Cogent accused major European telecom operators of violating antitrust rules in their Internet peering and transit practices.  The European Commission is investigating, and launched dawn raids this summer.  Meanwhile, Cogent suffered a legal setback in France. On December 19, 2013, the Paris Court of Appeals denied Cogent’s antitrust claims against France Telecom.

In 2012, Cogent sued France Télécom before the French competition authority, arguing (among other things) that France Télécom had abused its dominant position by requiring payment from Cogent in exchange for increasing direct peering capacity.  The French competition authority dismissed Cogent’s claims on September 20, 2012.  Cogent appealed, and on December 19, 2013, Paris Court of Appeals upheld the Competition Authority’s findings.
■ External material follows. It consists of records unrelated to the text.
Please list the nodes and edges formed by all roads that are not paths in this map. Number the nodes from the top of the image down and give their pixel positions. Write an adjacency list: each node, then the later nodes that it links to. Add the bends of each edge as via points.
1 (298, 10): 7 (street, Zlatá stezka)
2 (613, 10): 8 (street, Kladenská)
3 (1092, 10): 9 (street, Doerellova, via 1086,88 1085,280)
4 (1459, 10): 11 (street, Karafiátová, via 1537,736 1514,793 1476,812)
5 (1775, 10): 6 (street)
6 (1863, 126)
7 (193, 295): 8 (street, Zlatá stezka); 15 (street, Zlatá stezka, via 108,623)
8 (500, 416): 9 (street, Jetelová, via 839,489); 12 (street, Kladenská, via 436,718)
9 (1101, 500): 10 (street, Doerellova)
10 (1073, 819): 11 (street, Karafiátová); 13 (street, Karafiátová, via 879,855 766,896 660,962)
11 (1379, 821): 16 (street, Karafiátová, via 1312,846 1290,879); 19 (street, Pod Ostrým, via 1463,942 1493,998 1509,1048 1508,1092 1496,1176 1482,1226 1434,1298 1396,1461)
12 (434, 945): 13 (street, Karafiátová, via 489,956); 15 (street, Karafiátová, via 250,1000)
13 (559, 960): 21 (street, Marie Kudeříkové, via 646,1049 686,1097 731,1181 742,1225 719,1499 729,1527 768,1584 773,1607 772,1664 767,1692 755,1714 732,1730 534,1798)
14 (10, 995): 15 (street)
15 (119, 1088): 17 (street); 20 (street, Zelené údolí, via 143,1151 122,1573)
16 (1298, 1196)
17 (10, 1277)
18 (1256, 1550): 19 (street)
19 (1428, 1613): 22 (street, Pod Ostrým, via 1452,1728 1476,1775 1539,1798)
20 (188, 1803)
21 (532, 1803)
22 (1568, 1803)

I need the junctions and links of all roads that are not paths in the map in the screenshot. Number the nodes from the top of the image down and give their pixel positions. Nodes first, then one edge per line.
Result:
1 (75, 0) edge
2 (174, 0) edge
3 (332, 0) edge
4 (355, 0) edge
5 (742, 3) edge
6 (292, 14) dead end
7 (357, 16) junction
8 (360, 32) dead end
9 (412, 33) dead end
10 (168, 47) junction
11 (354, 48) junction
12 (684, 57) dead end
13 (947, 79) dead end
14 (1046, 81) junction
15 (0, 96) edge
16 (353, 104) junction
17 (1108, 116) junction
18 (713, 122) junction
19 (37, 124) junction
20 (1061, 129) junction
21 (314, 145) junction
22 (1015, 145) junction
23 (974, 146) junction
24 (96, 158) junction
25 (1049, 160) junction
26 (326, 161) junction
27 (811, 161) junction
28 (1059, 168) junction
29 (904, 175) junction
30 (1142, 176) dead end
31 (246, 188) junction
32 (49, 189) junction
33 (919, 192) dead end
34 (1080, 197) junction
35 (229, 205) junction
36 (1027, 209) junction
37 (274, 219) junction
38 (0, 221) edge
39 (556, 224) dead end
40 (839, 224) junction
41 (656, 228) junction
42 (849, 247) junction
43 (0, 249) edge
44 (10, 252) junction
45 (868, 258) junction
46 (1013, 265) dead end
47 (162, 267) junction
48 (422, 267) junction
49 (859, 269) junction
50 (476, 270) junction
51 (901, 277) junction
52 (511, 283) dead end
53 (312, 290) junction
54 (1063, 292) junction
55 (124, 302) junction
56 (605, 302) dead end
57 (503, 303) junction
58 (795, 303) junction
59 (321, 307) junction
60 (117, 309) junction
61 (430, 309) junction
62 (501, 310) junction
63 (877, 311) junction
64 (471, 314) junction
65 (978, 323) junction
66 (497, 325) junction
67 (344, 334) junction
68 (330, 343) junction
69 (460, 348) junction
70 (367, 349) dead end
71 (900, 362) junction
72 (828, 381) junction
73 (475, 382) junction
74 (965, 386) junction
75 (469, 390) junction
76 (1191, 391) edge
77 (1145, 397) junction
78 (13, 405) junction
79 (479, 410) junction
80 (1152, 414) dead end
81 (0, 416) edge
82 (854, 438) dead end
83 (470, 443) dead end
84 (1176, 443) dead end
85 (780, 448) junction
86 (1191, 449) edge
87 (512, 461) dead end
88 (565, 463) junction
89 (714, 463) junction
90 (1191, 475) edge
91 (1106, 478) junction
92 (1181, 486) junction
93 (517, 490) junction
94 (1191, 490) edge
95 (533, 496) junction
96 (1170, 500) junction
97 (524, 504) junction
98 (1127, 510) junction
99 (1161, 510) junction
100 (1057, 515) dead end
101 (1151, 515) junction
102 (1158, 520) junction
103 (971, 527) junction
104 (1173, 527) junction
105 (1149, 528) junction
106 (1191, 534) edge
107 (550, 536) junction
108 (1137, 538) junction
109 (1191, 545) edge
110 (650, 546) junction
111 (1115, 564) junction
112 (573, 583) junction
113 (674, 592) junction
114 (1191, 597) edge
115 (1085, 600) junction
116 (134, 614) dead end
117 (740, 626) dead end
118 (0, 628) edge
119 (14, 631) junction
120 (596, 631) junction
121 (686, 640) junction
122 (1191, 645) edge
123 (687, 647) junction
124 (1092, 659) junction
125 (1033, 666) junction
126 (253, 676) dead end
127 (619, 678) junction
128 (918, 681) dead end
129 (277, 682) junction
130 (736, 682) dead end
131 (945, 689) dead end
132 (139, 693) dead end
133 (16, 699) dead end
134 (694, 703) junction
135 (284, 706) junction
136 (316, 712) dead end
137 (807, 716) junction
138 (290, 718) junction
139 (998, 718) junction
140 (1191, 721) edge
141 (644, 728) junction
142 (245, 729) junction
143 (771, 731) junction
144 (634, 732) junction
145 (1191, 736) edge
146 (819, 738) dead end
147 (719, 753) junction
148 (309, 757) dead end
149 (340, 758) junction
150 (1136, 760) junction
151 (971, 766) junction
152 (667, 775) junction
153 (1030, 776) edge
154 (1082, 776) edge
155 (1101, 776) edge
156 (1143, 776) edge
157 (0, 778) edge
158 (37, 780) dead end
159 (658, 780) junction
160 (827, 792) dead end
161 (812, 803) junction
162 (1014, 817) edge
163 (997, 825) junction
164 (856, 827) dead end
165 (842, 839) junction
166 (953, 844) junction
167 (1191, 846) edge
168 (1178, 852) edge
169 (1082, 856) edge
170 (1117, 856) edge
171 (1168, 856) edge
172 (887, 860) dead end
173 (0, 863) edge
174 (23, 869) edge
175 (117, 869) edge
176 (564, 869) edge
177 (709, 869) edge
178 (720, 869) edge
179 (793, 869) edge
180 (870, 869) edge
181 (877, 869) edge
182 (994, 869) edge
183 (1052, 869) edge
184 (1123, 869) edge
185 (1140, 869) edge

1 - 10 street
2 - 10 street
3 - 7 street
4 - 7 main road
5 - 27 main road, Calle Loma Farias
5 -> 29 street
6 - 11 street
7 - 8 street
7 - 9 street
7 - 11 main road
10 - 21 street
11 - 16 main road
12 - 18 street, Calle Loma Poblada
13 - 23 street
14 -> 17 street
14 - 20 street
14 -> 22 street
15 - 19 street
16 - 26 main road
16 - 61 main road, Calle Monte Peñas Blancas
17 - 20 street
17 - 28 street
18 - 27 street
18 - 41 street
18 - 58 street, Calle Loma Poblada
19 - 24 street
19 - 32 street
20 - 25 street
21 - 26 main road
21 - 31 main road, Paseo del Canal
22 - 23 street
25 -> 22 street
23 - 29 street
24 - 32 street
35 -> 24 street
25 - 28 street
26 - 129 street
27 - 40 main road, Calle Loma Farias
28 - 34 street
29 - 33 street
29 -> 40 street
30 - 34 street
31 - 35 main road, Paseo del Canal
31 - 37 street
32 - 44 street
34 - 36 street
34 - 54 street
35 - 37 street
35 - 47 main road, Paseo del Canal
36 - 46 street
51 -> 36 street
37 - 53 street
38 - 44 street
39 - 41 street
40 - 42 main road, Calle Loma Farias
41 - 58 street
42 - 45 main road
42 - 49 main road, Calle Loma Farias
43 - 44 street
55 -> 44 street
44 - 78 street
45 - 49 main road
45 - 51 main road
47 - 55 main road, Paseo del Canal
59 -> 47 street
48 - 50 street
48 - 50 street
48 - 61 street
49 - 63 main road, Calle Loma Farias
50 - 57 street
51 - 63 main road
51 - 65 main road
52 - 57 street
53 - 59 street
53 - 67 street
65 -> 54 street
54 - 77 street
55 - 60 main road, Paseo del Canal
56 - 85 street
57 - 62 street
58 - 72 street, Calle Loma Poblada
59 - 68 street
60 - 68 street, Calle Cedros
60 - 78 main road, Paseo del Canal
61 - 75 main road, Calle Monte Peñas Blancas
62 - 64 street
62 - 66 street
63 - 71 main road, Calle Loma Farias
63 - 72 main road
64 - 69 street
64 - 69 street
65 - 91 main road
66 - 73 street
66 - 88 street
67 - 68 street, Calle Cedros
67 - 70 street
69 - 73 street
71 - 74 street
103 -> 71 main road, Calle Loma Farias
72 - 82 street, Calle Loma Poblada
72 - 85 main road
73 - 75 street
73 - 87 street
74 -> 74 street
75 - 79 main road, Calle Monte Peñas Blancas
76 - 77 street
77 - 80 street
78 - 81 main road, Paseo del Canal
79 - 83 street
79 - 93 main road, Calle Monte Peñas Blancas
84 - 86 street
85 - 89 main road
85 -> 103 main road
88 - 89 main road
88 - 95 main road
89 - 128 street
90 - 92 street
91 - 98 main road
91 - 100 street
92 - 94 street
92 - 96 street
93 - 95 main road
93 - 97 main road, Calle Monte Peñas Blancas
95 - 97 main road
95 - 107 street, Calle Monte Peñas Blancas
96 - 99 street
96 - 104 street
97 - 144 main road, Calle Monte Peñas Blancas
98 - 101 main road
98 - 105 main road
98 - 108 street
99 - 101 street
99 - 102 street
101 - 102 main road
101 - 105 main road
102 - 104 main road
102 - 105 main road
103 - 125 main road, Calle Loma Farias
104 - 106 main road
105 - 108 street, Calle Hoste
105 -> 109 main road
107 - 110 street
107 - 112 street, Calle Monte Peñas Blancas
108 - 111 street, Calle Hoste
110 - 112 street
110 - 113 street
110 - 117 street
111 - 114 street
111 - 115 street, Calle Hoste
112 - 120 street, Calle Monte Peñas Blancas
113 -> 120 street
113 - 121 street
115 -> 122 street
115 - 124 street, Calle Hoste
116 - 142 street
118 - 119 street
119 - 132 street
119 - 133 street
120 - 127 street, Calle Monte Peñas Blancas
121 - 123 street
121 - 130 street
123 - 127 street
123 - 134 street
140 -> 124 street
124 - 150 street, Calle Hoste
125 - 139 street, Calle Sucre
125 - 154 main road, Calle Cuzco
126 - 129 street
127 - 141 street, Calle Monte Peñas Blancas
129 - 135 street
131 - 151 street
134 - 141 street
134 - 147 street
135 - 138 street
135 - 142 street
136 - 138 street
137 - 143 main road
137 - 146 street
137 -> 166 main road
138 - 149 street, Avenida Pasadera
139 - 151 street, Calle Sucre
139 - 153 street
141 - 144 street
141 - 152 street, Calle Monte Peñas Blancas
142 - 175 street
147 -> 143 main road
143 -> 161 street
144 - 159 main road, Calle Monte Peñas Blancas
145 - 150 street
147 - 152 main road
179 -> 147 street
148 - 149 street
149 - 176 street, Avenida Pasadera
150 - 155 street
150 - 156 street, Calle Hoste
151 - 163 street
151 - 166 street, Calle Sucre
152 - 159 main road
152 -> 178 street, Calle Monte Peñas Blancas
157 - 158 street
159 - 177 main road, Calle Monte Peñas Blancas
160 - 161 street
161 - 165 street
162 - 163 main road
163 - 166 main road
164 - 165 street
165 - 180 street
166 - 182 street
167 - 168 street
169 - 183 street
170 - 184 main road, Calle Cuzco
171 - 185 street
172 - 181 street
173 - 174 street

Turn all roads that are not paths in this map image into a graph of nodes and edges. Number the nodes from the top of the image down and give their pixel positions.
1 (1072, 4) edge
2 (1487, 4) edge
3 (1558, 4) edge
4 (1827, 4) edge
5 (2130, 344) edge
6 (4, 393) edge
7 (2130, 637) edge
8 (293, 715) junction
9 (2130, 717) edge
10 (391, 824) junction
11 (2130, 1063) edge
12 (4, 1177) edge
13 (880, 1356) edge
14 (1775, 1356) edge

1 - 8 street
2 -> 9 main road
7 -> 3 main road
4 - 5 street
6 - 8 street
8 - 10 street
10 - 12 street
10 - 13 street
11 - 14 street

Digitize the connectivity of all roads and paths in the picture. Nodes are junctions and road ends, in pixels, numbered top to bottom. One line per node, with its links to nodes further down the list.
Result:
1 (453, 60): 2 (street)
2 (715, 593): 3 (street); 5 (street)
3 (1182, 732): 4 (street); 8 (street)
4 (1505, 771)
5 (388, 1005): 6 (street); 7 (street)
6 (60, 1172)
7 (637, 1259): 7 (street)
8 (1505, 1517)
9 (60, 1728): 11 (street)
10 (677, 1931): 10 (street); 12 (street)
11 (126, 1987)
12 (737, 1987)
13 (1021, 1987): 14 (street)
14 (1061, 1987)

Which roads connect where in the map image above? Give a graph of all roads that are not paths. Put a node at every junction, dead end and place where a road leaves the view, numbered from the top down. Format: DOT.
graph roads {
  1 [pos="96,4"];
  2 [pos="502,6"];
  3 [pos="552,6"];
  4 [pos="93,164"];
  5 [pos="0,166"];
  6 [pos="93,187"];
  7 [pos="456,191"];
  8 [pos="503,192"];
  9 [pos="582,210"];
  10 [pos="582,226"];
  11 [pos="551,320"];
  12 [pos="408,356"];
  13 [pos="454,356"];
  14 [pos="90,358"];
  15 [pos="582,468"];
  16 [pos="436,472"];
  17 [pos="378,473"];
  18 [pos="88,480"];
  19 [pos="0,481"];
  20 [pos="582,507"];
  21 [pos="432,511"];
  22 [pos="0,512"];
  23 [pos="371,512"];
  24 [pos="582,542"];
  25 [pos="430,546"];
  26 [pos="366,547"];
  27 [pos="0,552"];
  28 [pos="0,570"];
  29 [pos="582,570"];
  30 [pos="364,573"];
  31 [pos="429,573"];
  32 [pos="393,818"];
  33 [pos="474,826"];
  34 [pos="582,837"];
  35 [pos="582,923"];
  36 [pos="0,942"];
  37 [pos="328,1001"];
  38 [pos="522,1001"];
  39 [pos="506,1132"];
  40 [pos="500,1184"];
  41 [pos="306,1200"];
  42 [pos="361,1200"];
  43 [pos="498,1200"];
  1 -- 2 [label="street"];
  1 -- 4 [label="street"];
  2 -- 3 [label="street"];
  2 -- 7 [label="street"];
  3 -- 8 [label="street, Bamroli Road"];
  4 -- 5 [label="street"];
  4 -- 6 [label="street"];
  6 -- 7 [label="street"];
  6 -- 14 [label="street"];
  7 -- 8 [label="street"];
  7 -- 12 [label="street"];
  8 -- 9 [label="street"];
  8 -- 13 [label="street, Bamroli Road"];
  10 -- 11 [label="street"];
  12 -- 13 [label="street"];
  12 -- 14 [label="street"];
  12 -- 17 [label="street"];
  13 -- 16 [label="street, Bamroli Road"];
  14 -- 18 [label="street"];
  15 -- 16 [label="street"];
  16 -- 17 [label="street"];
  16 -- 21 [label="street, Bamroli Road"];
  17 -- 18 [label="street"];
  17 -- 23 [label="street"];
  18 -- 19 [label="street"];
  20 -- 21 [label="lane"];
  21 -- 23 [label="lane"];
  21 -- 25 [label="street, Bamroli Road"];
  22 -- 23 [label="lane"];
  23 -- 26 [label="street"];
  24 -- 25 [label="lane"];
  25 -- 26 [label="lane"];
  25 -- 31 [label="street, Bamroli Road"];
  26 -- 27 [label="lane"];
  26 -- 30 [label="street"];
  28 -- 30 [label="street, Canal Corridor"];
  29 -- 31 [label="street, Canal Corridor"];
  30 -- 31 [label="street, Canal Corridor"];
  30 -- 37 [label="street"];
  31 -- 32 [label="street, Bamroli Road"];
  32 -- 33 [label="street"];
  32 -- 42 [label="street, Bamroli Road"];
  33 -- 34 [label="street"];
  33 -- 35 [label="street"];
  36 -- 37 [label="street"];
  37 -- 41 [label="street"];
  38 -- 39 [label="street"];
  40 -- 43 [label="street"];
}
The December decision confirms the following points:

1. There is no separate market for direct peering with France Telecom. Direct peering and indirect access via transit are substitutable from a quality and pricing standpoint. Although France Telecom controls a physical bottleneck for conveying packets to France Telecom subscribers, France Telecom does not control a commercial bottleneck for access to its Internet customers. Internet content and service providers, and CDNs, can look to a number of alternatives, including transit providers, to gain access to France Telecom’s subscribers. Direct peering with France Telecom is one alternative but not the only one. Consequently, direct peering with France Telecom does not constitute an essential facility.

2. Unpaid peering is based on traffic balances between peers that are roughly equivalent. Where traffic is imbalanced, and France Telecom asks for payment as a condition to increasing peering capacity, the request for payment does not constitute in itself a discriminatory practice by France Telecom as long as France Telecom applies the same rule to others.

The Court of Appeals decision covered many other aspects, but these two are the most important.

This decision should not be confused with regulated data termination tariffs, which some network operators have argued should be imposed by regulators to help compensate for traffic imbalances.

The court decision reaffirms that Internet peering and transit are governed by individual negotiation, and that last-mile operators can in some cases request payment in exchange for increasing peering capacity where traffic flows are imbalanced.  Naturally, the other party can decline the request for payment, in which case peering links will not be increased.  Where peering links are saturated, overflow traffic simply goes through transit links instead of through direct peering. This can have an effect on quality, but content is not blocked.

The outcome of this case may have been different if France Telecom had selectively blocked or throttled Cogent’s (or its customers’) traffic. The case then would have raised significant net neutrality issues.